START RECORDS TO PROCESS
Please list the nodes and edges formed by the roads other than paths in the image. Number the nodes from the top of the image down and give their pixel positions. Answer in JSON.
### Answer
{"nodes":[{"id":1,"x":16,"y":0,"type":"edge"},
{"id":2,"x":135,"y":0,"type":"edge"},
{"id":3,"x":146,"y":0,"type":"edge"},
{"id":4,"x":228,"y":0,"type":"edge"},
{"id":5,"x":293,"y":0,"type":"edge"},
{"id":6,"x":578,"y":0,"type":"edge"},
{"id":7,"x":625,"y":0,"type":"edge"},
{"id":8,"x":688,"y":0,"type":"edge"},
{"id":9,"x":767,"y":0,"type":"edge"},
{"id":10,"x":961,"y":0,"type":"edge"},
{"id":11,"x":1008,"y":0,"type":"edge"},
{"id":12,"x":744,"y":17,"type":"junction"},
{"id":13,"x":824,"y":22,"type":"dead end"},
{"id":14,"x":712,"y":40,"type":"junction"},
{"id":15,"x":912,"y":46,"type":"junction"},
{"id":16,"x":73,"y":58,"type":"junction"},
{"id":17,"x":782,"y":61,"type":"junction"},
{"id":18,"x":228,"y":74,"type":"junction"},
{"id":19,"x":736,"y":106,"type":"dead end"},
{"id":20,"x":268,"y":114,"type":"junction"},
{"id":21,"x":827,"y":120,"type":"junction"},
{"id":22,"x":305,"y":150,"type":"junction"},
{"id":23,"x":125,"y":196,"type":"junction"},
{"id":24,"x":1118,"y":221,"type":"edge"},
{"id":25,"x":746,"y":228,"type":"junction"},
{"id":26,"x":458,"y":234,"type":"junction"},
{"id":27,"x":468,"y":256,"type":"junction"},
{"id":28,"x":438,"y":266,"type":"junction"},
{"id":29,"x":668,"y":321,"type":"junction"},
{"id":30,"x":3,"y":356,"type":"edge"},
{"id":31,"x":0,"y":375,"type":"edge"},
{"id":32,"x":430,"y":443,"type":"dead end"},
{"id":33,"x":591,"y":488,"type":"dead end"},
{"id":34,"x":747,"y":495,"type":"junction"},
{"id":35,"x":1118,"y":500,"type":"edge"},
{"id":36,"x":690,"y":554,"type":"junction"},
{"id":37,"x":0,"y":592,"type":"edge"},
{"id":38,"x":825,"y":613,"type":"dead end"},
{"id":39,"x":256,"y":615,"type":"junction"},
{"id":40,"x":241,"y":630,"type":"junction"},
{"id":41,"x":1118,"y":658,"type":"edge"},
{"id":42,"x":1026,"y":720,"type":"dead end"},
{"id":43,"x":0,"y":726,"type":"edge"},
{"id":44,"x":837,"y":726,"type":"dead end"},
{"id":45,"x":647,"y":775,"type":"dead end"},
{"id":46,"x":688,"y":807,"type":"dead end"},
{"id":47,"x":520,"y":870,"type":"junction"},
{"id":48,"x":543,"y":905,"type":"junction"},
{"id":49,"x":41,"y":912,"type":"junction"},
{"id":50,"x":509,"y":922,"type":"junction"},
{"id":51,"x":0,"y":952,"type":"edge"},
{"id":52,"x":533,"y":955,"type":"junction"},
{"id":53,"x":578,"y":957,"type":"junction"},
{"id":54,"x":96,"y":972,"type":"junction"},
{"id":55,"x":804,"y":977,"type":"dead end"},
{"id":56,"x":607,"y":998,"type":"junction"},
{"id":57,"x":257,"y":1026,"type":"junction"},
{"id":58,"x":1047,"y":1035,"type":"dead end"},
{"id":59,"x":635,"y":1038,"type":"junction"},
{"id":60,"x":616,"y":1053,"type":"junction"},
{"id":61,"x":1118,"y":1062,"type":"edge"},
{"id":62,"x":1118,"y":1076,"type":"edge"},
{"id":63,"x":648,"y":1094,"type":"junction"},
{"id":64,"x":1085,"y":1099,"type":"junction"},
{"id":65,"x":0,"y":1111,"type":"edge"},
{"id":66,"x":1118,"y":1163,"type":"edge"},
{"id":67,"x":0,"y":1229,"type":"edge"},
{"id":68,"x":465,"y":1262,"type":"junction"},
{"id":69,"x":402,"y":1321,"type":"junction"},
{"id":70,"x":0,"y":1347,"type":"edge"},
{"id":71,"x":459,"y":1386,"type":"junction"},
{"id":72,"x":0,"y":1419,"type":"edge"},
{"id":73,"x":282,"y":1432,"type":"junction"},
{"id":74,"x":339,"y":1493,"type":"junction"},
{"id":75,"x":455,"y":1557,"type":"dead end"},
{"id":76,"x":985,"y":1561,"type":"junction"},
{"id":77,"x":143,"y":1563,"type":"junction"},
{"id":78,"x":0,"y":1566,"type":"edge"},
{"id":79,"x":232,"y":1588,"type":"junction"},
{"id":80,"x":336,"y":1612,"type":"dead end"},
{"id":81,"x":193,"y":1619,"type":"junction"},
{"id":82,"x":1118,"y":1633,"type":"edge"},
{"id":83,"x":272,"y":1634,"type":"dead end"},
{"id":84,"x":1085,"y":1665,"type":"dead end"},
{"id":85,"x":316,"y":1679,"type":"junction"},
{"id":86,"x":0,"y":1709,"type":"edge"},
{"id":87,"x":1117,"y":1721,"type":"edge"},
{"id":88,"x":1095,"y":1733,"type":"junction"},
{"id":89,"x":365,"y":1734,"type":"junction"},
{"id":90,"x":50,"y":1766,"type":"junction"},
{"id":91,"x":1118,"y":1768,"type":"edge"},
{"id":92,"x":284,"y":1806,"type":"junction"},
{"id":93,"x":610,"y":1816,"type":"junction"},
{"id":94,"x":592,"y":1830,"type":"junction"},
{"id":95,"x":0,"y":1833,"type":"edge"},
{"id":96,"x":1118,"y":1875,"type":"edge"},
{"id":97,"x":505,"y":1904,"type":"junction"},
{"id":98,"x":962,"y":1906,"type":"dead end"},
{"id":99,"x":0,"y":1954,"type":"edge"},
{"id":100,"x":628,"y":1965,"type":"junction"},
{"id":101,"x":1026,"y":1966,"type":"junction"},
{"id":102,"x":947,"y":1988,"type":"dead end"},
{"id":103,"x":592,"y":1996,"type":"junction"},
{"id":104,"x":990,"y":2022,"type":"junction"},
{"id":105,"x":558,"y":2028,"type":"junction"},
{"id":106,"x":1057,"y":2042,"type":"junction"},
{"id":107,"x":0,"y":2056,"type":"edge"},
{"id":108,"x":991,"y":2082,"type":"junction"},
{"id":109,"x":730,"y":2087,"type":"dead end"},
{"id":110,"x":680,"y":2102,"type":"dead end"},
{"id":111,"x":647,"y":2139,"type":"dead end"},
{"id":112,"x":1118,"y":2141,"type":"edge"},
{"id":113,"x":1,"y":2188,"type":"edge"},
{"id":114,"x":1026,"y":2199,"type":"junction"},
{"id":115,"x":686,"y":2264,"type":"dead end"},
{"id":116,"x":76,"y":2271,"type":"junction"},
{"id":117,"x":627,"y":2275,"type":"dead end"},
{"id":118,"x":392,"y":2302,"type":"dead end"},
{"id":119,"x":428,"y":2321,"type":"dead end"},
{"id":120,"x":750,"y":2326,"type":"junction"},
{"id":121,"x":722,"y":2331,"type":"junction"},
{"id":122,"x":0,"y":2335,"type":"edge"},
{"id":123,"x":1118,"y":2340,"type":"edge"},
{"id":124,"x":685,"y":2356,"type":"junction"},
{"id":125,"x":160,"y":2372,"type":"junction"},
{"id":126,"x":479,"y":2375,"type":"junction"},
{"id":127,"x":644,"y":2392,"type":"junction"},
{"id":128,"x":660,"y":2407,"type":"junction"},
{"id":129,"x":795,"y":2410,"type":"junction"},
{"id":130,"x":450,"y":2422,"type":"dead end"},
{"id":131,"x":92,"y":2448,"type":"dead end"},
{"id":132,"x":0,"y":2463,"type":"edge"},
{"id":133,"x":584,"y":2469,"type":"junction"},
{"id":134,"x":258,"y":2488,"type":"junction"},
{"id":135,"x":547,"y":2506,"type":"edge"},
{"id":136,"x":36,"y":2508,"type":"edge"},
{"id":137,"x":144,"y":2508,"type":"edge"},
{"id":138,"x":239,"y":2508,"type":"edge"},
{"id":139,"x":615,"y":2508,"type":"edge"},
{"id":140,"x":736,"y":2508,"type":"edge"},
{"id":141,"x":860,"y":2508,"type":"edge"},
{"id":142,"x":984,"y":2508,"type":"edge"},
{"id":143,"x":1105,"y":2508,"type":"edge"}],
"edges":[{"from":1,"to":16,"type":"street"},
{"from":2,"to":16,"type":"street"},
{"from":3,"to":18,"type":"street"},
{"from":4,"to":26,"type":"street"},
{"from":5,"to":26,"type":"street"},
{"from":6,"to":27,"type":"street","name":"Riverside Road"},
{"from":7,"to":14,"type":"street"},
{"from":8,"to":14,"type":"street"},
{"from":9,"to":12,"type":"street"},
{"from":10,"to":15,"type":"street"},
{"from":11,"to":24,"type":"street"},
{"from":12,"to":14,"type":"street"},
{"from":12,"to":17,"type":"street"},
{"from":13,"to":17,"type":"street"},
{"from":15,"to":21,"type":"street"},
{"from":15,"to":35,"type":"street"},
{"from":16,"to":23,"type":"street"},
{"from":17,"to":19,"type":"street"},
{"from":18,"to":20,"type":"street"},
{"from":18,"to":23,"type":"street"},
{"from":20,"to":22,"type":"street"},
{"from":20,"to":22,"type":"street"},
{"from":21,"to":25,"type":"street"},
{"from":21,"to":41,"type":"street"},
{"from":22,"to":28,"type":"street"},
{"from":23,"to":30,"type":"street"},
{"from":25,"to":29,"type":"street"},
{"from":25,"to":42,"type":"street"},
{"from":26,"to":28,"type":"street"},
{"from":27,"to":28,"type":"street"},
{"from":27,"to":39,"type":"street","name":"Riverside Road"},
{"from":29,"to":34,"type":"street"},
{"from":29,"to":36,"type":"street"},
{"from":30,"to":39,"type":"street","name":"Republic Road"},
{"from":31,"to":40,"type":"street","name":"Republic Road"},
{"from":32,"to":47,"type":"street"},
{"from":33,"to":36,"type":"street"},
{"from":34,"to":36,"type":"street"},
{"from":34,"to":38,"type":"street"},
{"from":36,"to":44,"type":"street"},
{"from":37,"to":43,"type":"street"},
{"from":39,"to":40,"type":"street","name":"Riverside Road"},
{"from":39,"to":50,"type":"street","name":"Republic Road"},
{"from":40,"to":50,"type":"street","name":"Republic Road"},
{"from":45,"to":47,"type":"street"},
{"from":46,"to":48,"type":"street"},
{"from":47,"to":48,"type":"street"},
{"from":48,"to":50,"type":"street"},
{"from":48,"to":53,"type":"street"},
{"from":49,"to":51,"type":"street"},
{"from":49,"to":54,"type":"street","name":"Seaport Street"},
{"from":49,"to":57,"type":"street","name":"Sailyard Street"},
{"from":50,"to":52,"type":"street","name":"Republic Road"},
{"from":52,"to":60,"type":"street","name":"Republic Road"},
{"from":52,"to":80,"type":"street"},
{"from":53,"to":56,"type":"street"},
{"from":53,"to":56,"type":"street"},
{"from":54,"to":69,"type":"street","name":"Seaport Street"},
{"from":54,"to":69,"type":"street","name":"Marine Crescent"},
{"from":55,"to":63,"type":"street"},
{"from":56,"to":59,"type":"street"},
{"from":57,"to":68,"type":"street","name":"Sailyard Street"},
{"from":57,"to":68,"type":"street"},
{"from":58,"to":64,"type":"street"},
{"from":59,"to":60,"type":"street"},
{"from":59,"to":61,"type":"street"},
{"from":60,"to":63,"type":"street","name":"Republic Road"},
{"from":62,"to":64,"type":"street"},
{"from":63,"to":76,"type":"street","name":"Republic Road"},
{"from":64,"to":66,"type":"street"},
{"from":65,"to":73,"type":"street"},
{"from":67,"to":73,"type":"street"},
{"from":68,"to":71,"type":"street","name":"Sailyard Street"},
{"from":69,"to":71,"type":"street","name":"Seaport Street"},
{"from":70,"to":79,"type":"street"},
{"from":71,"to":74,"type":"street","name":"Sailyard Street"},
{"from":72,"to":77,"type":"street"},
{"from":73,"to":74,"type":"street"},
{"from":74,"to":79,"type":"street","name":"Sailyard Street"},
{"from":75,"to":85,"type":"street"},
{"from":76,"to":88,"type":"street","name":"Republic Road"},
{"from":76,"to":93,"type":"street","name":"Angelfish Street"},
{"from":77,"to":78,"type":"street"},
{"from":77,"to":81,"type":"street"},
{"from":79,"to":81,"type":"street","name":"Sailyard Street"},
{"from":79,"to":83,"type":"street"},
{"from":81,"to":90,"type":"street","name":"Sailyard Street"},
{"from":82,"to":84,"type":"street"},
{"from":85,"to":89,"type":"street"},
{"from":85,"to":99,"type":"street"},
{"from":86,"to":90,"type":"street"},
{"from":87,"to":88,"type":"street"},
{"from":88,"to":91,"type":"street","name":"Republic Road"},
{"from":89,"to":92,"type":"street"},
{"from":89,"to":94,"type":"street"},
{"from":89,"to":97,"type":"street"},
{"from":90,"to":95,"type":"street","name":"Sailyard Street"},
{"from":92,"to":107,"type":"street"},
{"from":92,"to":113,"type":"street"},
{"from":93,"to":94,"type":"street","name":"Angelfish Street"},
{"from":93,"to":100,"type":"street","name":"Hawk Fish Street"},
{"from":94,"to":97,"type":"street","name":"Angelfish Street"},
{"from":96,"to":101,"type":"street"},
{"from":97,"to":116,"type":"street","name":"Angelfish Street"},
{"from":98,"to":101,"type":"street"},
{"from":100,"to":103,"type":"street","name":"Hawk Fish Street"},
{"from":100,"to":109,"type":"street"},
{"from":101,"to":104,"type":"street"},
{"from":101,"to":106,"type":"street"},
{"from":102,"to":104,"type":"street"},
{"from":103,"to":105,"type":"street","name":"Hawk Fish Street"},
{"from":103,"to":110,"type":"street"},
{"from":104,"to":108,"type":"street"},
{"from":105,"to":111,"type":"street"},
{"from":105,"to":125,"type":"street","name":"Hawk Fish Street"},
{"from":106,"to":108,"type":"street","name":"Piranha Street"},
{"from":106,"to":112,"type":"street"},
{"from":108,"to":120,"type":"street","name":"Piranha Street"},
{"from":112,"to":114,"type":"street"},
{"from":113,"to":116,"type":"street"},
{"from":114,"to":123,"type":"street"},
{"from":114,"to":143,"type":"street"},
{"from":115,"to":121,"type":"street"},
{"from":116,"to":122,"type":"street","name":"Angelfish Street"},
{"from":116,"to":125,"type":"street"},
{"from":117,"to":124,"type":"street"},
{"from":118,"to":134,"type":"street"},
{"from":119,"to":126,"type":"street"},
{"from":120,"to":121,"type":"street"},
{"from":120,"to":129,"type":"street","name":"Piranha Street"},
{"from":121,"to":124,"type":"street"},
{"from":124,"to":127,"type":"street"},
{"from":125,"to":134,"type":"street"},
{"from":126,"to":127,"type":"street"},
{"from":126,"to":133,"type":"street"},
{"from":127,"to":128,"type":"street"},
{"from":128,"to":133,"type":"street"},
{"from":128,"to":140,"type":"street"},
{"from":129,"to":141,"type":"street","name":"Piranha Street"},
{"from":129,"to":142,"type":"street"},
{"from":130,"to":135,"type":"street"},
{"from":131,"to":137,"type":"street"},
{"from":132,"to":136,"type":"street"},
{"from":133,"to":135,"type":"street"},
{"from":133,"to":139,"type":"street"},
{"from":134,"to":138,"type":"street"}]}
END RECORDS TO PROCESS
WHAT THE EXERCISE ASKS:
In the data above, tally the lines holding "edges" and answer with the figure only.

FINAL ANSWER:
2